Task requirements:
When transcribing the entries, keep each one exactly as it is.

Items listed in a dataset:
-*-*-

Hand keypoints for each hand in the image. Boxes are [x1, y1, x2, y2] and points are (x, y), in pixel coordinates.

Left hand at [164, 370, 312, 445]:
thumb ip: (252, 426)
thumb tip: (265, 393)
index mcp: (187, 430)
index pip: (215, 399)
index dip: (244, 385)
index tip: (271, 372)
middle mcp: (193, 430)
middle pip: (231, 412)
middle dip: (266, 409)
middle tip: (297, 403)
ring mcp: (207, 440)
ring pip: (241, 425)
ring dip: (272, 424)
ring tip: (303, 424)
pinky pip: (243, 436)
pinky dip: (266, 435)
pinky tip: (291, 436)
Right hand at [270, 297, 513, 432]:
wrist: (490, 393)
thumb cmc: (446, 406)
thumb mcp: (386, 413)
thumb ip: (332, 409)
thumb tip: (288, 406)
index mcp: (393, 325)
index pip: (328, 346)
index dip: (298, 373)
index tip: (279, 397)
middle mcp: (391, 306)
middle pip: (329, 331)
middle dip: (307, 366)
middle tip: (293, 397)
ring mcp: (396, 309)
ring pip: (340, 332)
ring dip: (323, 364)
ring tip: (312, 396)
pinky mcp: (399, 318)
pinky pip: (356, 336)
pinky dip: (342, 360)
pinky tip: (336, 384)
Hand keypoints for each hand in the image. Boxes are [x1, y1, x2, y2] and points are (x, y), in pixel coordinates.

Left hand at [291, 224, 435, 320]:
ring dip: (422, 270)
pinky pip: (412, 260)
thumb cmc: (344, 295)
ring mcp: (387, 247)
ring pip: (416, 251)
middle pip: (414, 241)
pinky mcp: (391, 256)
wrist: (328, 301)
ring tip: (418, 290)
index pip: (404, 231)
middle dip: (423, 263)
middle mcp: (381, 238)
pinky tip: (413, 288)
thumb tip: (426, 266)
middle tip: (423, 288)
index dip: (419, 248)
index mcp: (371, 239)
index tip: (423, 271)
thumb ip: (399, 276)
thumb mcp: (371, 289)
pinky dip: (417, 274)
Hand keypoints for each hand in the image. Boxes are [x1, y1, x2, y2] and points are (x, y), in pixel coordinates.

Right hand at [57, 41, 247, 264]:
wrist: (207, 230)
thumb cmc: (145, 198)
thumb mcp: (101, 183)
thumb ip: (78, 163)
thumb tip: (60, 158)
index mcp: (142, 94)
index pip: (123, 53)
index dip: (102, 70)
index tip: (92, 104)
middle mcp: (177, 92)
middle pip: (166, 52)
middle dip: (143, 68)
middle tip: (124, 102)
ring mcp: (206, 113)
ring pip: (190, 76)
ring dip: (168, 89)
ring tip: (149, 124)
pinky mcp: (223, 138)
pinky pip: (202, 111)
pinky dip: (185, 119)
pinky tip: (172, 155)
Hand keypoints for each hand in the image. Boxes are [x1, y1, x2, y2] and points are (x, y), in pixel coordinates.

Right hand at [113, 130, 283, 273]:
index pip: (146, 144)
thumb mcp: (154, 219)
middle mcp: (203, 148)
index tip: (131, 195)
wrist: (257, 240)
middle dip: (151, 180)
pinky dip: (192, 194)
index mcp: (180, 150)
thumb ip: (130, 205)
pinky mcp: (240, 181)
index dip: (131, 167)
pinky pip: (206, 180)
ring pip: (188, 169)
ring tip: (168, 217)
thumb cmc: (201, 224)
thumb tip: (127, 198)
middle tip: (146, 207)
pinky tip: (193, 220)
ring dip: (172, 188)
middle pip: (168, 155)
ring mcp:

-*-*-

Output of the task:
Hand keypoints for each hand in the image. Boxes are [x1, y1, x2, y2] and points are (x, y), in pixel coordinates.

Left hand at [164, 370, 312, 445]:
thumb ip: (252, 426)
thumb tip: (265, 393)
index mcp: (187, 430)
index pip: (215, 399)
index dip: (244, 385)
index tip: (271, 372)
middle mcp: (193, 430)
middle pip: (231, 412)
middle dip: (266, 409)
middle tip: (297, 403)
ring mcp: (207, 440)
ring pip: (241, 425)
ring dip: (272, 424)
ring tip: (303, 424)
pinky pip: (243, 436)
pinky dip: (266, 435)
pinky tip: (291, 436)
Right hand at [270, 297, 513, 432]:
wrist: (490, 393)
thumb cmc: (446, 406)
thumb mcp: (386, 413)
thumb ip: (332, 409)
thumb tip: (288, 406)
index mcp: (393, 325)
index pip: (328, 346)
index dip: (298, 373)
index tip: (279, 397)
middle mcp: (391, 306)
middle pip: (329, 331)
middle dip: (307, 366)
middle tip: (293, 397)
ring mcp: (396, 309)
ring pip: (340, 332)
ring dip: (323, 364)
ring tip: (312, 396)
pinky mcp: (399, 318)
pinky pip: (356, 336)
pinky dip: (342, 360)
pinky tip: (336, 384)
Hand keypoints for each hand in the image. Boxes are [x1, y1, x2, y2] and points are (x, y), in pixel coordinates.

Left hand at [291, 224, 435, 320]:
ring dip: (422, 270)
pinky pip: (412, 260)
thumb cmc: (344, 295)
ring mcp: (387, 247)
ring pip: (416, 251)
middle pip: (414, 241)
pinky mcp: (391, 256)
wrist: (328, 301)
ring tip: (418, 290)
index pip: (404, 231)
middle dip: (423, 263)
middle mcp: (381, 238)
pinky tip: (413, 288)
thumb tip: (426, 266)
middle tip: (423, 288)
index dip: (419, 248)
index mcp: (371, 239)
index tip: (423, 271)
thumb ip: (399, 276)
thumb mcp: (371, 289)
pinky dip: (417, 274)
Hand keypoints for each hand in the image. Boxes are [x1, y1, x2, y2] and points are (x, y), in pixel coordinates.

Right hand at [57, 41, 247, 264]:
wrist: (207, 230)
thumb cmc: (145, 198)
thumb mcp: (101, 183)
thumb ip: (78, 163)
thumb tip: (60, 158)
index mcp: (142, 94)
index pip: (123, 53)
index dip: (102, 70)
index tip: (92, 104)
middle mcp: (177, 92)
middle pip: (166, 52)
middle dip: (143, 68)
middle tip: (124, 102)
ring mcp: (206, 113)
ring pip: (190, 76)
ring dip: (168, 89)
ring tip: (149, 124)
pinky mcp: (223, 138)
pinky pip: (202, 111)
pinky dip: (185, 119)
pinky tip: (172, 155)
Hand keypoints for each hand in the image. Boxes are [x1, y1, x2, y2] and points are (x, y), in pixel coordinates.

Right hand at [113, 130, 283, 273]:
index pip: (146, 144)
thumb mcp: (154, 219)
middle mcp: (203, 148)
index tip: (131, 195)
wrist: (257, 240)
middle dip: (151, 180)
pinky dip: (192, 194)
index mcp: (180, 150)
thumb ip: (130, 205)
pinky mcp: (240, 181)
index dip: (131, 167)
pinky pip: (206, 180)
ring pip: (188, 169)
ring tip: (168, 217)
thumb cmc: (201, 224)
thumb tip: (127, 198)
middle tip: (146, 207)
pinky tip: (193, 220)
ring dip: (172, 188)
middle pip: (168, 155)
ring mcp:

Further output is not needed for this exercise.